Global Market Slides Mar Joyous Holidays
Though this time of year is generally the time of cheer and joy, traders worldwide are not quite feeling the love. Wall Street indexes plummeted again on Monday, officially entering into a bear market, while the dollar hit a four-month low against the yen. Adding to the troubles was a decline of US WTI futures by as much as 6.7 percent as trader concerns about a global slowdown hit new highs.
The S&P 500 closed down 2.71 percent on Tuesday and the Nasdaq closed 2.21 percent lower. The biggest loser of the day, however, was the Dow Jones Industrial Average which eased 2.91 percent going into the Christmas holiday. Asian markets took their cues from Wall Street on Tuesday, with the Nikkei 225 suffering a dramatic 4.55 percent decline as of 1:45p.m. HK/SIN. The Shanghai Composite was down 2.03 percent and the Shenzhen Composite was down 2.01 percent.

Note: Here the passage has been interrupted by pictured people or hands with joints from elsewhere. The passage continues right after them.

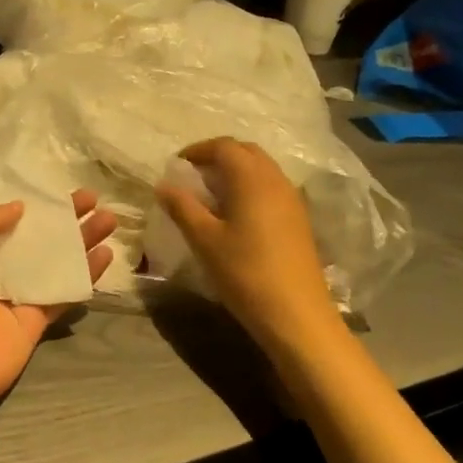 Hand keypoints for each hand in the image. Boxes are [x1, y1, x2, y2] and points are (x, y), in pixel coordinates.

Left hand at [0, 191, 115, 425]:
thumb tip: (19, 206)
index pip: (9, 219)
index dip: (35, 204)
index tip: (62, 190)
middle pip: (37, 239)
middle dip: (66, 219)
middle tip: (95, 200)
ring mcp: (17, 297)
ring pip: (56, 263)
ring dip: (82, 242)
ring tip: (110, 220)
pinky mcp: (35, 323)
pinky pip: (64, 294)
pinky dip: (85, 276)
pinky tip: (107, 255)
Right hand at [155, 138, 339, 352]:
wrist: (297, 315)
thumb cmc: (245, 273)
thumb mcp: (204, 240)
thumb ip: (182, 207)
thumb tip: (163, 184)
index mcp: (251, 178)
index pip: (223, 146)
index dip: (197, 150)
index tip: (177, 166)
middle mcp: (275, 179)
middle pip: (245, 151)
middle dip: (218, 156)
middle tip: (193, 176)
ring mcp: (291, 199)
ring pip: (261, 168)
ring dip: (236, 171)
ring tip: (211, 194)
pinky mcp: (299, 219)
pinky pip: (271, 187)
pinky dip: (250, 187)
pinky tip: (236, 214)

The stock market has now officially entered a bear market, marked by a 20 percent decline from recent highs. Historically, bear markets tend to last around 13 months, and markets tend to lose 30.4 percent of their value, according to CNBC. It often takes months to recover, if not years. A bear market isn’t only characterized by losses in the stock market, it can also include an overall feeling of pessimism from traders and analysts which can spread to other markets, such as the commodity markets.
Oil prices seem to already be affected, with US WTI futures trading down 6.38 percent in Asia’s mid-afternoon, to $42.68 per barrel. Brent crude futures were down 6.19 percent to $50.49 per barrel.
The dollar hit its lowest point since August on Tuesday, falling 0.31 percent to 110.09 against the yen. The greenback was under pressure not only because of the declines on Wall Street, but because of political strife in Washington that was unsettling for traders, as the US government shutdown stretched into its fifth day. The dollar also eased against the euro and the Canadian dollar, sending the dollar index down 0.06 percent to 96.48 .DXY.